Your objective
Pictures stay out of the copy. Retype exactly the lines below from the one with "index dip: (232, 152)" through the one with "pinky tip: (677, 497)".

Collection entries
..............................

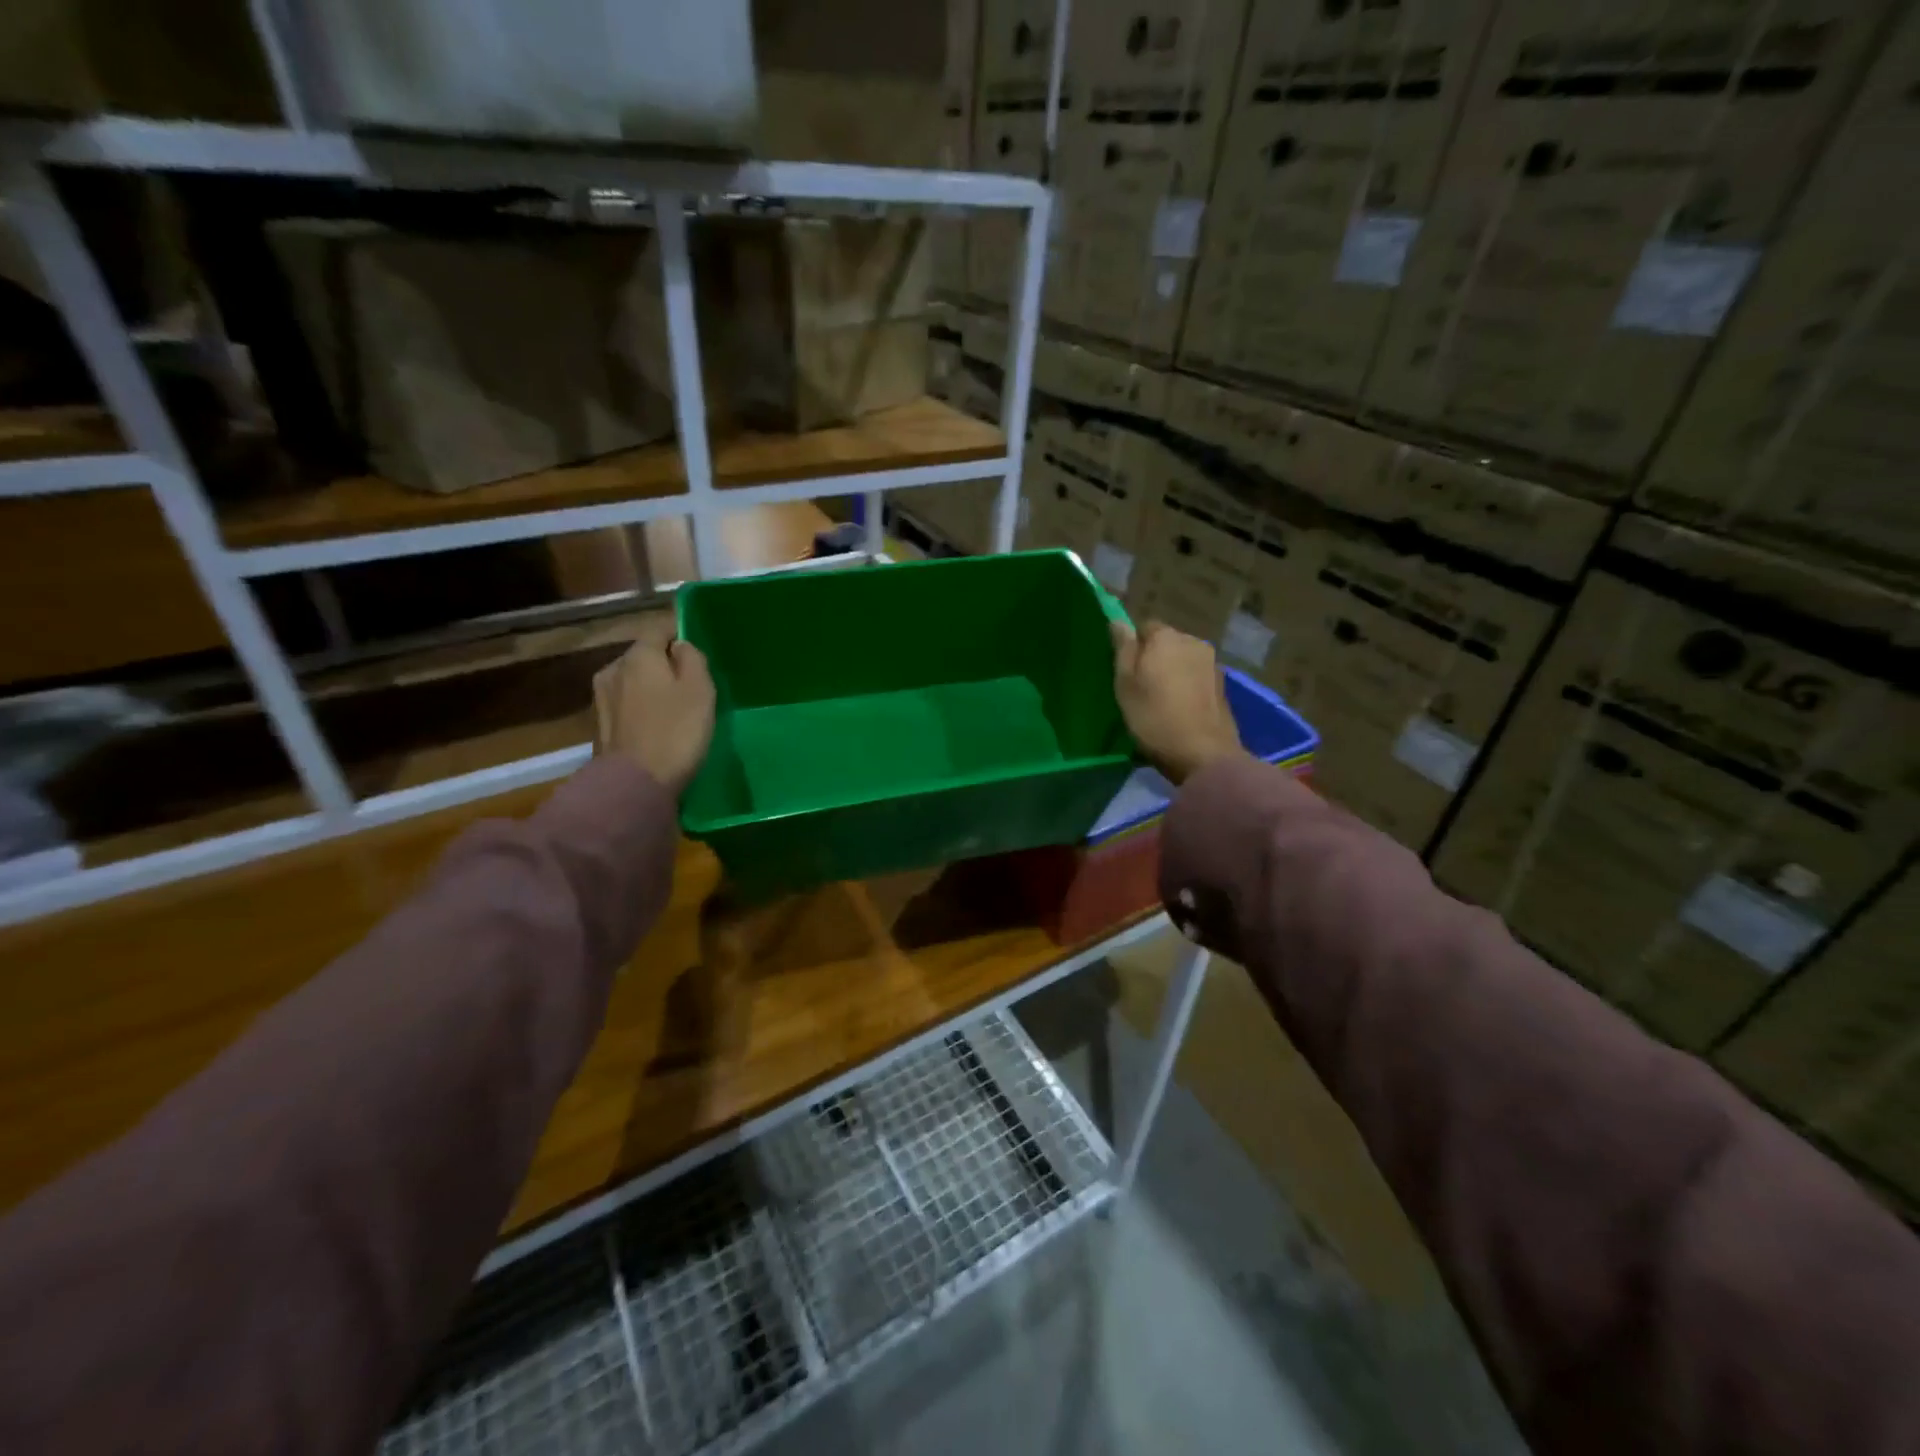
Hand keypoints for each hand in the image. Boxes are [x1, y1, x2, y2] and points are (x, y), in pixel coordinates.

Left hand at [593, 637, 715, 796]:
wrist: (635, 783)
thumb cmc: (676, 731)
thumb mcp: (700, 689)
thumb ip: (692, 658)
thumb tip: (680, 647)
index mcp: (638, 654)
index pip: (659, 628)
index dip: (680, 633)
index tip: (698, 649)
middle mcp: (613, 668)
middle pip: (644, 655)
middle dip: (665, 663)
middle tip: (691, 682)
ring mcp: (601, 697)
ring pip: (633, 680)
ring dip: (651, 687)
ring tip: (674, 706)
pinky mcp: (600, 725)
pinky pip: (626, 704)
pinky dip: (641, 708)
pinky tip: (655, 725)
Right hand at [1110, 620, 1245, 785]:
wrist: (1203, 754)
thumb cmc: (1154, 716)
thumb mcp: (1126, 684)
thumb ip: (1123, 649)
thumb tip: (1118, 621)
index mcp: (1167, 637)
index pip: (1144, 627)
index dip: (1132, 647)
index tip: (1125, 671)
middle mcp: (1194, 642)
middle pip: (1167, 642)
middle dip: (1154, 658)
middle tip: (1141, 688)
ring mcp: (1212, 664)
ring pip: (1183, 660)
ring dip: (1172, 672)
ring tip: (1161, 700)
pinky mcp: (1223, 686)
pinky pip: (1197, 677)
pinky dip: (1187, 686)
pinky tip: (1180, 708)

..............................

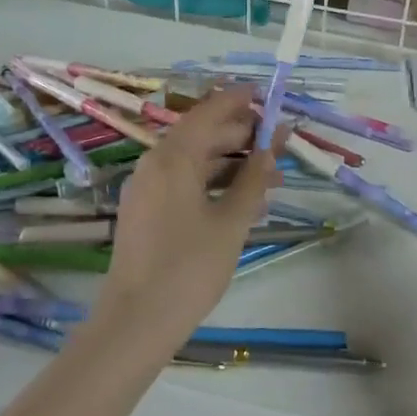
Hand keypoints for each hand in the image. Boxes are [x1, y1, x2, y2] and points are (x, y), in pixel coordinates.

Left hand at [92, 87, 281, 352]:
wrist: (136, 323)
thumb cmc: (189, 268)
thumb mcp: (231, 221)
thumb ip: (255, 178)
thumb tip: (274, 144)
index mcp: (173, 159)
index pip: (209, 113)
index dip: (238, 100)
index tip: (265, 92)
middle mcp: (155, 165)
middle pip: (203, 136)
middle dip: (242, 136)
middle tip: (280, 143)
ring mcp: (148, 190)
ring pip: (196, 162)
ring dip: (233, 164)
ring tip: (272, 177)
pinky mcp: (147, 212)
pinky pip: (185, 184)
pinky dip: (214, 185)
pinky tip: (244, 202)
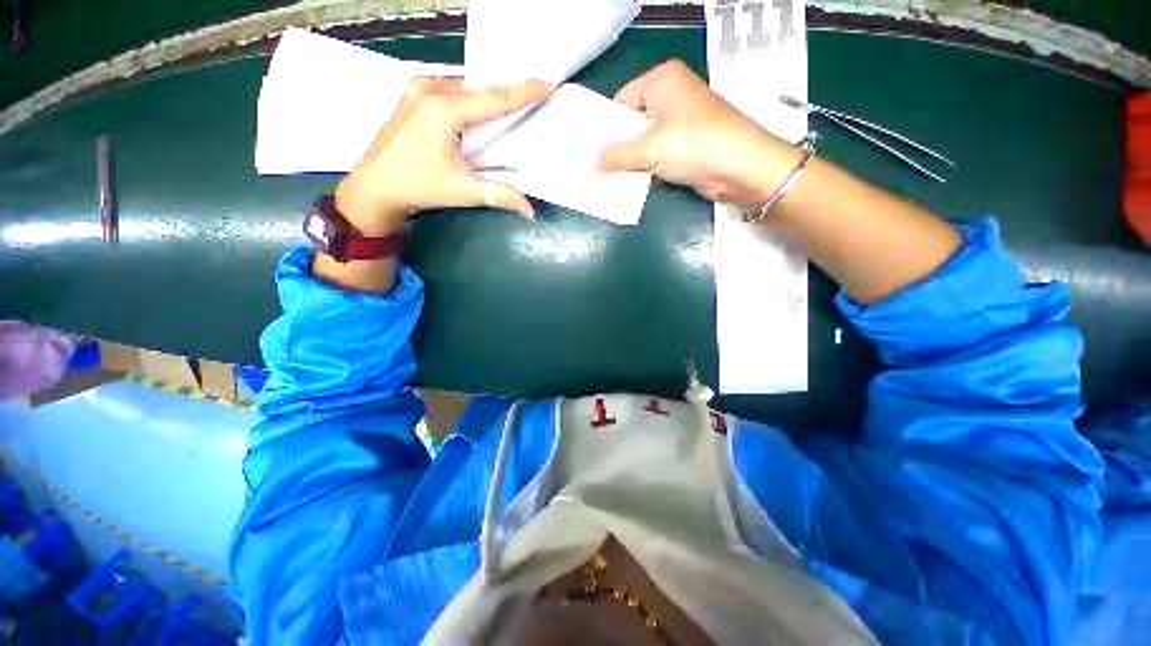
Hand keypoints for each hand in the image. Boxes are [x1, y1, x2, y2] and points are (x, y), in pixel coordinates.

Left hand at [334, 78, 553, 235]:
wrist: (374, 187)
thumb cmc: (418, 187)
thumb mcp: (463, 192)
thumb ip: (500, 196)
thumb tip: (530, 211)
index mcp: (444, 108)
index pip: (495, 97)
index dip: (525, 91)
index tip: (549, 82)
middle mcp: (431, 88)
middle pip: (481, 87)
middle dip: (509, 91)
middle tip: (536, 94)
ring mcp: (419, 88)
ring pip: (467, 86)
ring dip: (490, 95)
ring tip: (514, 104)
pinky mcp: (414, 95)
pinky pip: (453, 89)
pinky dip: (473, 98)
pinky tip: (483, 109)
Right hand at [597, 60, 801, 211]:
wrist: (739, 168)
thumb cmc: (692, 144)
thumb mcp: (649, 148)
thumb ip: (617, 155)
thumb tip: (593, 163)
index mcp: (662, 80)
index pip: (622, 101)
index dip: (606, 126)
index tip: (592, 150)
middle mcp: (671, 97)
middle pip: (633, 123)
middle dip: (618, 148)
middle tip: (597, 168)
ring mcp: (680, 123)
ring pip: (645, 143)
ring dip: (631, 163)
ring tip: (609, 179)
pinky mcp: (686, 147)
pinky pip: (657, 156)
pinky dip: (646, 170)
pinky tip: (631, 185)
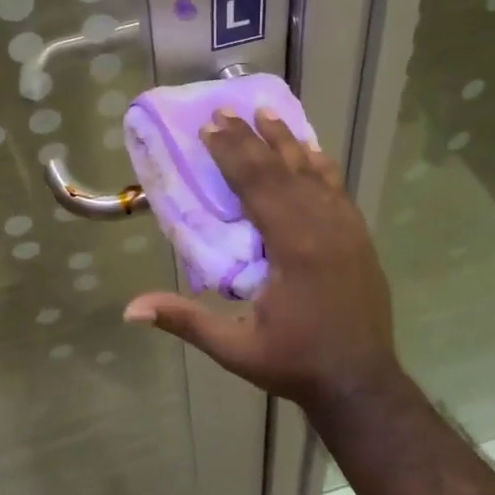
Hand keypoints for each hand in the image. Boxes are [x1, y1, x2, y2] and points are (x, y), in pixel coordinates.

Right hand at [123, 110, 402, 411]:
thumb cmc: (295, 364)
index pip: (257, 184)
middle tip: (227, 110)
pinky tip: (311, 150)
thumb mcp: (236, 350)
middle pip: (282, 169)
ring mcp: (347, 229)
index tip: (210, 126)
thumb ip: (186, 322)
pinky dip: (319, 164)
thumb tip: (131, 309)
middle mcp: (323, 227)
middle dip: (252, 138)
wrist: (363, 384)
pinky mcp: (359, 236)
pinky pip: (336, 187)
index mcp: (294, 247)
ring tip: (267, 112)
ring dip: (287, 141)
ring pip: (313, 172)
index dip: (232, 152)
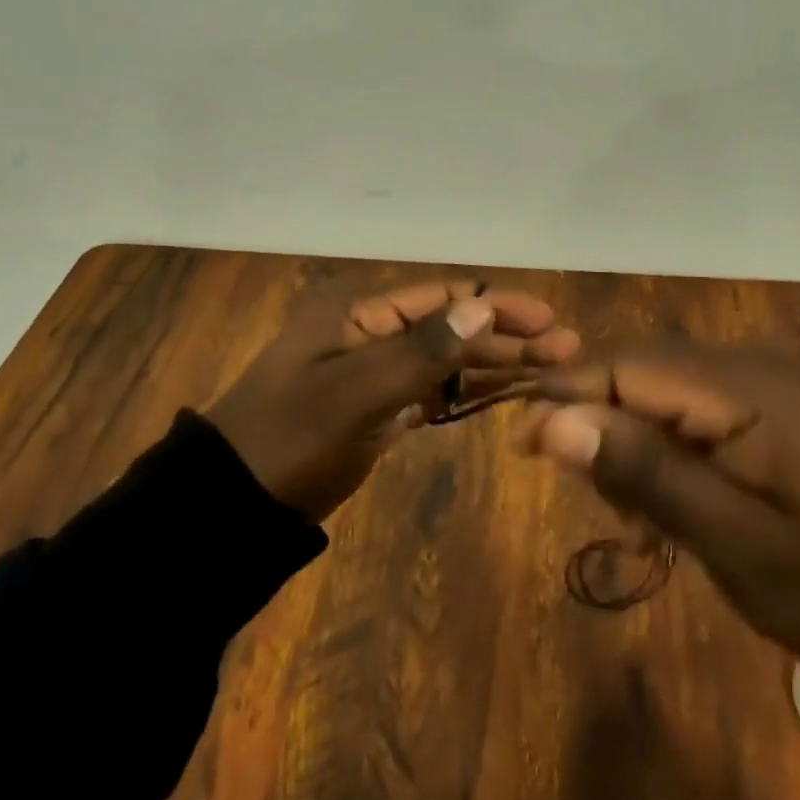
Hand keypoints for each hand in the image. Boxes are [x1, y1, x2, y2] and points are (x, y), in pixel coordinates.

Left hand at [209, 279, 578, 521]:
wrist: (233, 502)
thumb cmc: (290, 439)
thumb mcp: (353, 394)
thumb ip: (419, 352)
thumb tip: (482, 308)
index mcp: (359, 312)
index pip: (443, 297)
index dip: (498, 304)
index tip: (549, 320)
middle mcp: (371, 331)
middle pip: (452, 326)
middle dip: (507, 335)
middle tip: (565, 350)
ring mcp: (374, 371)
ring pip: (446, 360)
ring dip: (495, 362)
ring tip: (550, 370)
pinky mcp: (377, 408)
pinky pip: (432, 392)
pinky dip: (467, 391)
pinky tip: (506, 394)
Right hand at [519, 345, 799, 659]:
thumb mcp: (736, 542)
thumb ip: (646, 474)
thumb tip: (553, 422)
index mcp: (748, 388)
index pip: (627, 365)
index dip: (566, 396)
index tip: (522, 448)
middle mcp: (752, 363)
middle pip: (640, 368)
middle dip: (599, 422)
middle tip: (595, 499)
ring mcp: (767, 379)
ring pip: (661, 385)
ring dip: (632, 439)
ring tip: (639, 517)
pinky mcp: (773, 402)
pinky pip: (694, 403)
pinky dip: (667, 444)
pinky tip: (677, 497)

..............................

Answer below
index dip: (232, 152)
Hand keypoints for each hand in the image. Boxes are [x1, y1, x2, y2] and points are (x, y), in pixel coordinates.

Left hand at [209, 279, 578, 521]:
wrist: (233, 502)
thumb cmc: (290, 439)
thumb mcp: (353, 394)
thumb ip: (419, 352)
thumb tip: (482, 308)
index mcp: (359, 312)
index pip: (443, 297)
index dip: (498, 304)
index tip: (549, 320)
middle mcp: (371, 331)
middle pip: (452, 326)
middle dip: (507, 335)
middle tip: (565, 350)
ring mcp: (374, 371)
ring pip: (446, 360)
ring dip: (495, 362)
ring tip: (550, 370)
pinky mcp: (377, 408)
pinky pip: (432, 392)
pinky dip: (467, 391)
pinky tip: (506, 394)
Right hand at [519, 345, 799, 659]:
thumb mcp: (736, 542)
thumb ip: (646, 474)
thumb tip: (553, 422)
index mcp: (748, 388)
index pip: (627, 365)
index dip: (566, 396)
index tip: (522, 448)
middle mcp: (752, 363)
middle pip: (640, 368)
middle dip: (599, 422)
middle tip: (595, 499)
ring mcp: (767, 379)
ring pip: (661, 385)
ring dip: (632, 439)
ring tip: (639, 517)
pinky mcp: (773, 402)
pinky pip: (694, 403)
pinky dip: (667, 444)
pinky tip: (677, 497)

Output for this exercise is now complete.